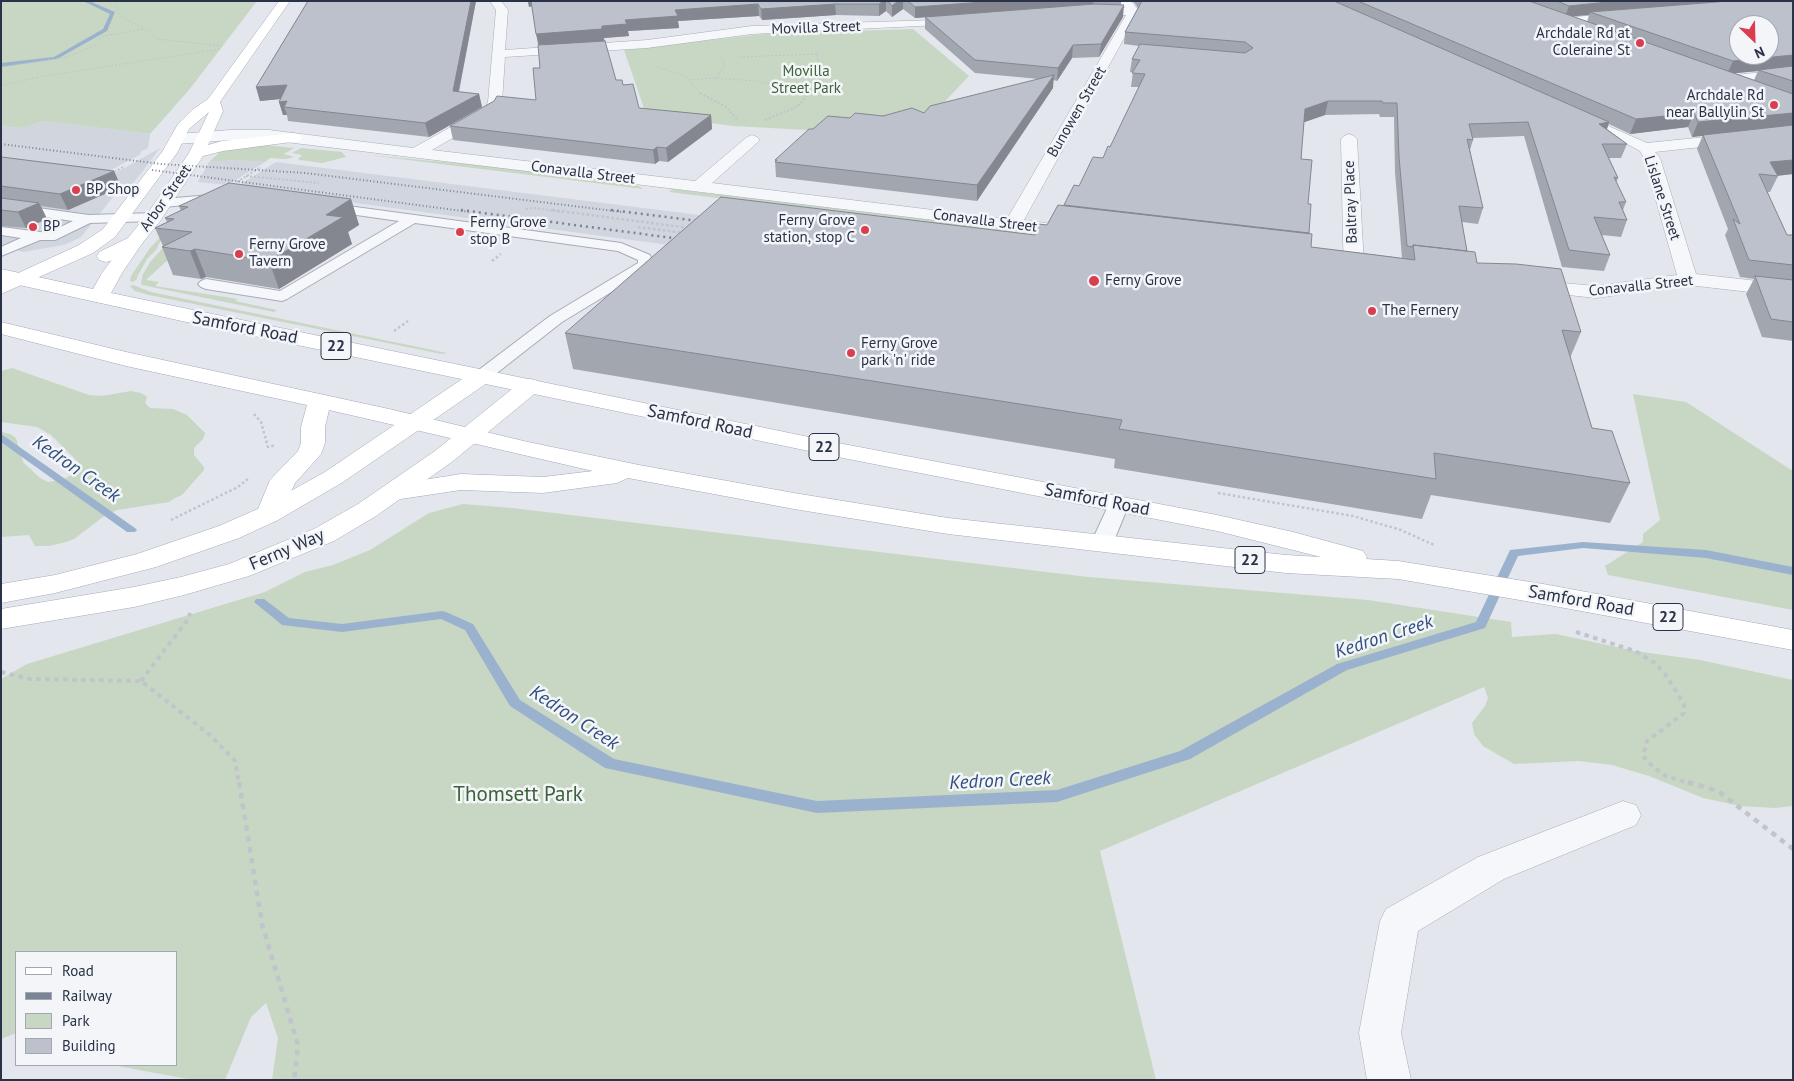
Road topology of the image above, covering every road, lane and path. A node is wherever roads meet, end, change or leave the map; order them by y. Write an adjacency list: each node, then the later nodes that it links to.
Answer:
1 (115, 1): 8 (path)
2 (286, 1): 23 (main road, Arbor Street)
3 (495, 1): 12 (street)
4 (1128, 6): 5 (street); 48 (street, Bunowen Street)
5 (1075, 12)
6 (1635, 15): 9 (street)
7 (976, 20): 12 (street, Movilla Street)
8 (146, 29): 10 (path); 16 (path)
9 (1587, 31)
10 (222, 46)
11 (224, 48): 20 (path)
12 (500, 54): 35 (street)
13 (817, 54): 22 (path)
14 (720, 57): 18 (path)
15 (654, 66): 19 (path)
16 (1, 67)
17 (1793, 73): 21 (street)
18 (716, 78): 19 (path); 22 (path)
19 (689, 80): 25 (path)
20 (1, 86)
21 (1750, 89)
22 (810, 92): 26 (path)
23 (213, 102): 28 (main road, Arbor Street); 30 (main road, Arbor Street)
24 (1561, 110): 33 (street, Lislane Street)
25 (734, 116)
26 (763, 121)
27 (1793, 132): 33 (street)
28 (204, 137): 29 (street, Conavalla Street); 30 (street, Conavalla Street); 34 (main road, Arbor Street)
29 (294, 138): 34 (main road); 35 (street, Conavalla Street)
30 (178, 139): 45 (main road, Arbor Street)
31 (1349, 139): 60 (street, Baltray Place)
32 (752, 140): 39 (street)
33 (1645, 148): 63 (street, Lislane Street)
34 (197, 153): 43 (main road, Arbor Street)
35 (415, 153): 39 (street, Conavalla Street)
36 (264, 165): 37 (path)
37 (246, 176): 38 (path); 40 (path)
38 (251, 176)
39 (698, 186): 48 (street, Conavalla Street)
40 (233, 191): 43 (lane)
41 (316, 205): 47 (lane)
42 (1, 207): 46 (lane)
43 (159, 210): 45 (lane); 55 (main road, Arbor Street)
44 (528, 213): 50 (path)
45 (122, 218): 46 (lane); 62 (main road, Arbor Street)
46 (89, 219): 54 (lane)
47 (412, 219): 66 (lane); 74 (lane)
48 (1013, 224): 53 (street, Conavalla Street)
49 (636, 227): 52 (path)
50 (690, 228)
51 (1, 231): 54 (lane)
52 (685, 233)
53 (1097, 234)
54 (37, 236): 56 (lane)
55 (134, 242): 65 (main road, Arbor Street); 69 (main road)
56 (1, 252)
57 (502, 253): 58 (path)
58 (492, 261)
59 (1335, 263): 60 (street)
60 (1354, 265): 61 (street)
61 (1374, 267)
62 (10, 278): 65 (main road, Samford Road / 22); 67 (main road, Arbor Street)
63 (1688, 279): 64 (street, Conavalla Street); 68 (street, Conavalla Street)
64 (1508, 283)
65 (40, 284): 69 (main road, Samford Road / 22); 70 (main road, Arbor Street)
66 (206, 284)
67 (1, 288)
68 (1793, 291)
69 (99, 297): 74 (main road, Samford Road / 22)
70 (1, 301)
71 (408, 322): 73 (path)
72 (1, 328): 76 (main road, Samford Road / 22)
73 (398, 328)
74 (482, 376): 75 (main road, Samford Road / 22); 77 (main road, Ferny Way)
75 (530, 386): 78 (main road, Ferny Way); 84 (main road, Samford Road / 22)
76 (319, 402): 77 (main road, Samford Road / 22); 85 (main road)
77 (414, 422): 78 (main road, Samford Road / 22); 85 (main road, Ferny Way)
78 (471, 436): 82 (main road, Samford Road / 22); 83 (main road, Ferny Way)
79 (268, 447): 80 (path)
80 (268, 452)
81 (255, 473): 86 (path)
82 (639, 473): 83 (main road); 87 (main road, Samford Road / 22)
83 (394, 492): 90 (main road, Ferny Way)
84 (1119, 504): 87 (lane); 88 (main road, Samford Road / 22)
85 (269, 514): 90 (main road, Ferny Way)
86 (170, 520)
87 (1102, 543): 88 (main road, Samford Road / 22)
88 (1398, 570): 92 (main road, Samford Road / 22)
89 (190, 605): 94 (path)
90 (5, 614)
91 (1573, 631): 96 (path)
92 (1793, 640)
93 (1, 672): 94 (path)
94 (141, 681): 97 (path)
95 (1623, 814): 98 (street)
96 (1793, 849)
97 (294, 1080)
98 (1389, 1080)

• **WHAT IS NEEDED**: Would you retype the entries above in full, exactly as written, minus the pictures?

• **RESPONSE TO THIS EXERCISE**:
Road topology of the image above, covering every road, lane and path. A node is wherever roads meet, end, change or leave the map; order them by y. Write an adjacency list: each node, then the later nodes that it links to.
Answer:
1 (115, 1): 8 (path)
2 (286, 1): 23 (main road, Arbor Street)
3 (495, 1): 12 (street)
4 (1128, 6): 5 (street); 48 (street, Bunowen Street)
5 (1075, 12)
6 (1635, 15): 9 (street)
7 (976, 20): 12 (street, Movilla Street)
8 (146, 29): 10 (path); 16 (path)
9 (1587, 31)
10 (222, 46)
11 (224, 48): 20 (path)
12 (500, 54): 35 (street)
13 (817, 54): 22 (path)
14 (720, 57): 18 (path)
15 (654, 66): 19 (path)
16 (1, 67)
17 (1793, 73): 21 (street)
18 (716, 78): 19 (path); 22 (path)
19 (689, 80): 25 (path)
20 (1, 86)
21 (1750, 89)
22 (810, 92): 26 (path)
23 (213, 102): 28 (main road, Arbor Street); 30 (main road, Arbor Street)
24 (1561, 110): 33 (street, Lislane Street)
25 (734, 116)
26 (763, 121)
27 (1793, 132): 33 (street)
28 (204, 137): 29 (street, Conavalla Street); 30 (street, Conavalla Street); 34 (main road, Arbor Street)
29 (294, 138): 34 (main road); 35 (street, Conavalla Street)
30 (178, 139): 45 (main road, Arbor Street)
31 (1349, 139): 60 (street, Baltray Place)
32 (752, 140): 39 (street)
33 (1645, 148): 63 (street, Lislane Street)
34 (197, 153): 43 (main road, Arbor Street)
35 (415, 153): 39 (street, Conavalla Street)
36 (264, 165): 37 (path)
37 (246, 176): 38 (path); 40 (path)
38 (251, 176)
39 (698, 186): 48 (street, Conavalla Street)
40 (233, 191): 43 (lane)
41 (316, 205): 47 (lane)
42 (1, 207): 46 (lane)
43 (159, 210): 45 (lane); 55 (main road, Arbor Street)
44 (528, 213): 50 (path)
45 (122, 218): 46 (lane); 62 (main road, Arbor Street)
46 (89, 219): 54 (lane)
47 (412, 219): 66 (lane); 74 (lane)
48 (1013, 224): 53 (street, Conavalla Street)
49 (636, 227): 52 (path)
50 (690, 228)
51 (1, 231): 54 (lane)
52 (685, 233)
53 (1097, 234)
54 (37, 236): 56 (lane)
55 (134, 242): 65 (main road, Arbor Street); 69 (main road)
56 (1, 252)
57 (502, 253): 58 (path)
58 (492, 261)
59 (1335, 263): 60 (street)
60 (1354, 265): 61 (street)
61 (1374, 267)
62 (10, 278): 65 (main road, Samford Road / 22); 67 (main road, Arbor Street)
63 (1688, 279): 64 (street, Conavalla Street); 68 (street, Conavalla Street)
64 (1508, 283)
65 (40, 284): 69 (main road, Samford Road / 22); 70 (main road, Arbor Street)
66 (206, 284)
67 (1, 288)
68 (1793, 291)
69 (99, 297): 74 (main road, Samford Road / 22)
70 (1, 301)
71 (408, 322): 73 (path)
72 (1, 328): 76 (main road, Samford Road / 22)
73 (398, 328)
74 (482, 376): 75 (main road, Samford Road / 22); 77 (main road, Ferny Way)
75 (530, 386): 78 (main road, Ferny Way); 84 (main road, Samford Road / 22)
76 (319, 402): 77 (main road, Samford Road / 22); 85 (main road)
77 (414, 422): 78 (main road, Samford Road / 22); 85 (main road, Ferny Way)
78 (471, 436): 82 (main road, Samford Road / 22); 83 (main road, Ferny Way)
79 (268, 447): 80 (path)
80 (268, 452)
81 (255, 473): 86 (path)
82 (639, 473): 83 (main road); 87 (main road, Samford Road / 22)
83 (394, 492): 90 (main road, Ferny Way)
84 (1119, 504): 87 (lane); 88 (main road, Samford Road / 22)
85 (269, 514): 90 (main road, Ferny Way)
86 (170, 520)
87 (1102, 543): 88 (main road, Samford Road / 22)
88 (1398, 570): 92 (main road, Samford Road / 22)
89 (190, 605): 94 (path)
90 (5, 614)
91 (1573, 631): 96 (path)
92 (1793, 640)
93 (1, 672): 94 (path)
94 (141, 681): 97 (path)
95 (1623, 814): 98 (street)
96 (1793, 849)
97 (294, 1080)
98 (1389, 1080)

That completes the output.